-- PROBLEM STATEMENT --
Transcribe each entry exactly; skip the images.

-- DATA PROVIDED --

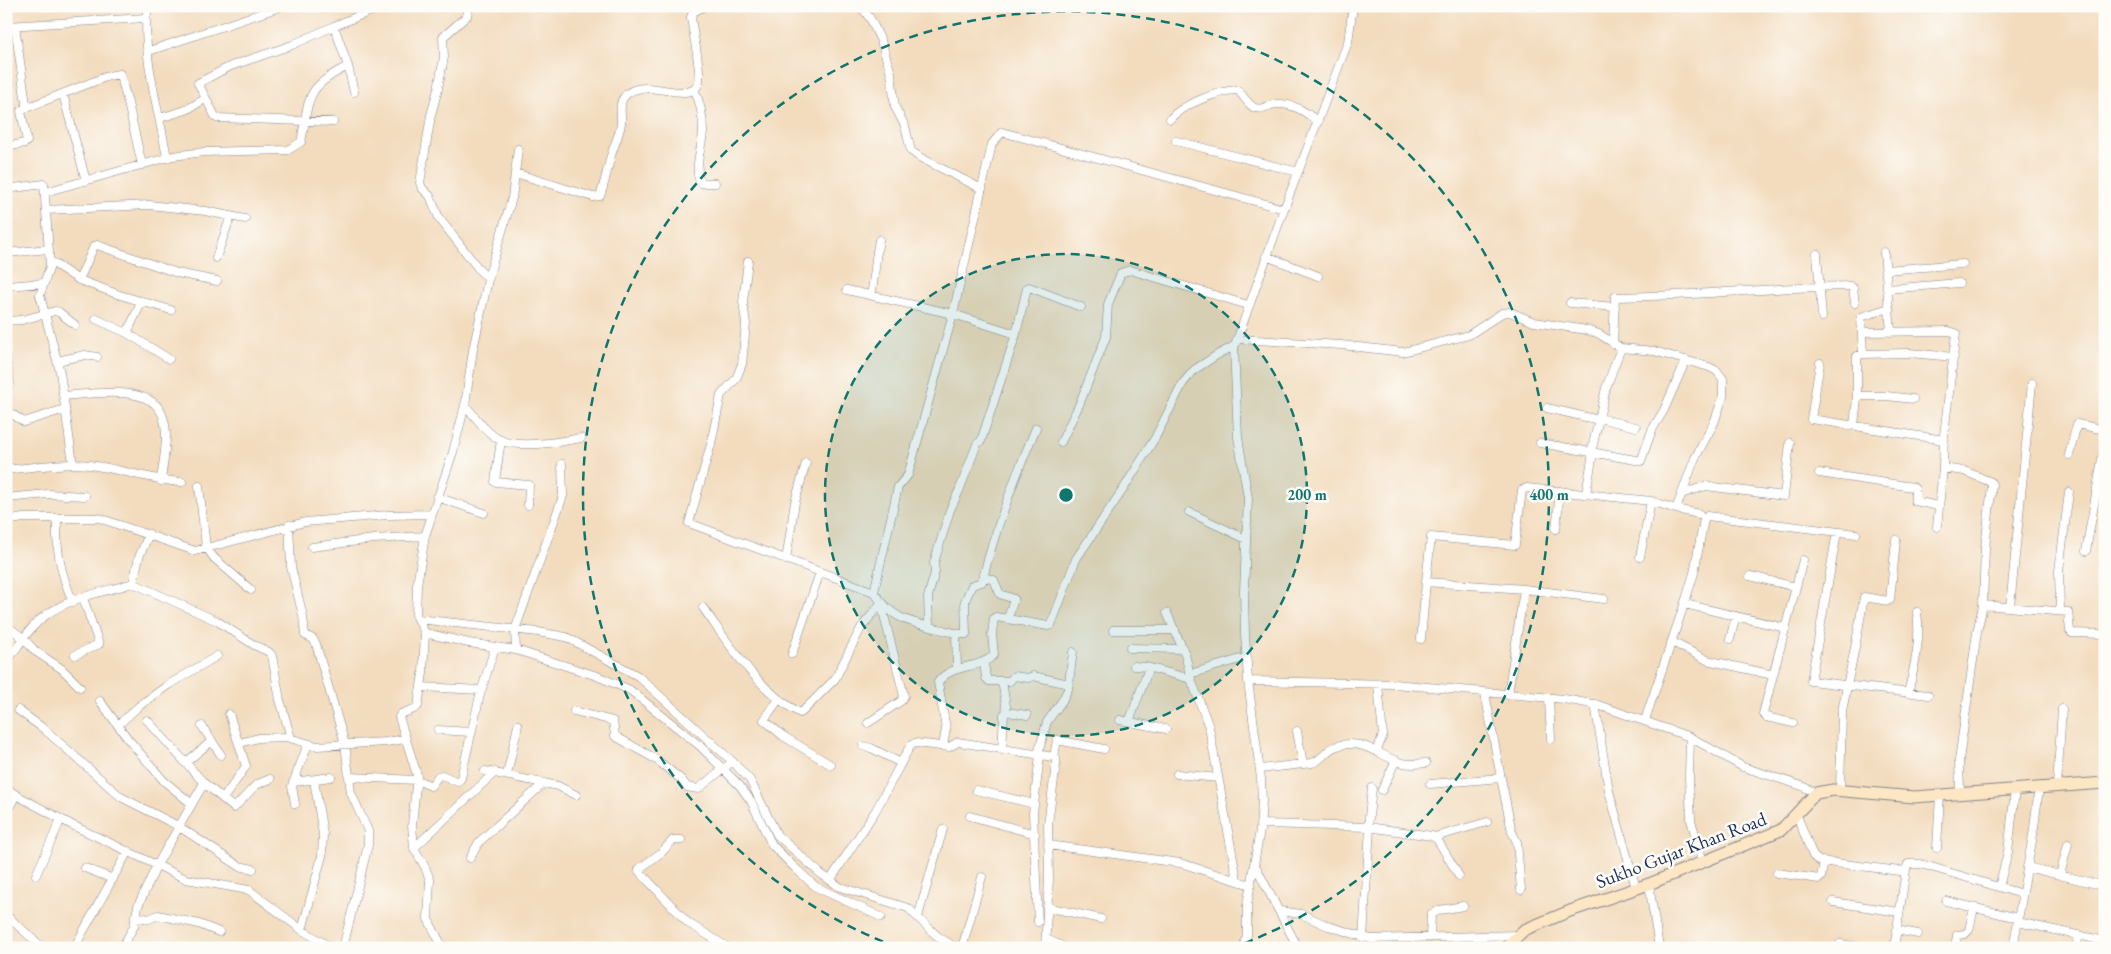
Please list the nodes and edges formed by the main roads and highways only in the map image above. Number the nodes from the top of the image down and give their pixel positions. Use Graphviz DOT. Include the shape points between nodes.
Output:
graph roads {
  1 [pos="2105,783"];
  2 [pos="1505,948"];
  1 -- 2 [label="main road, Sukho Gujar Khan Road" via="1914,797 1840,791 1816,793 1781,830 1524,930"];
}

-- EXPECTED ANSWER --
Please list the nodes and edges formed by the main roads and highways only in the map image above. Number the nodes from the top of the image down and give their pixel positions. Use Graphviz DOT. Include the shape points between nodes.
Output:
graph roads {
  1 [pos="2105,783"];
  2 [pos="1505,948"];
  1 -- 2 [label="main road, Sukho Gujar Khan Road" via="1914,797 1840,791 1816,793 1781,830 1524,930"];
}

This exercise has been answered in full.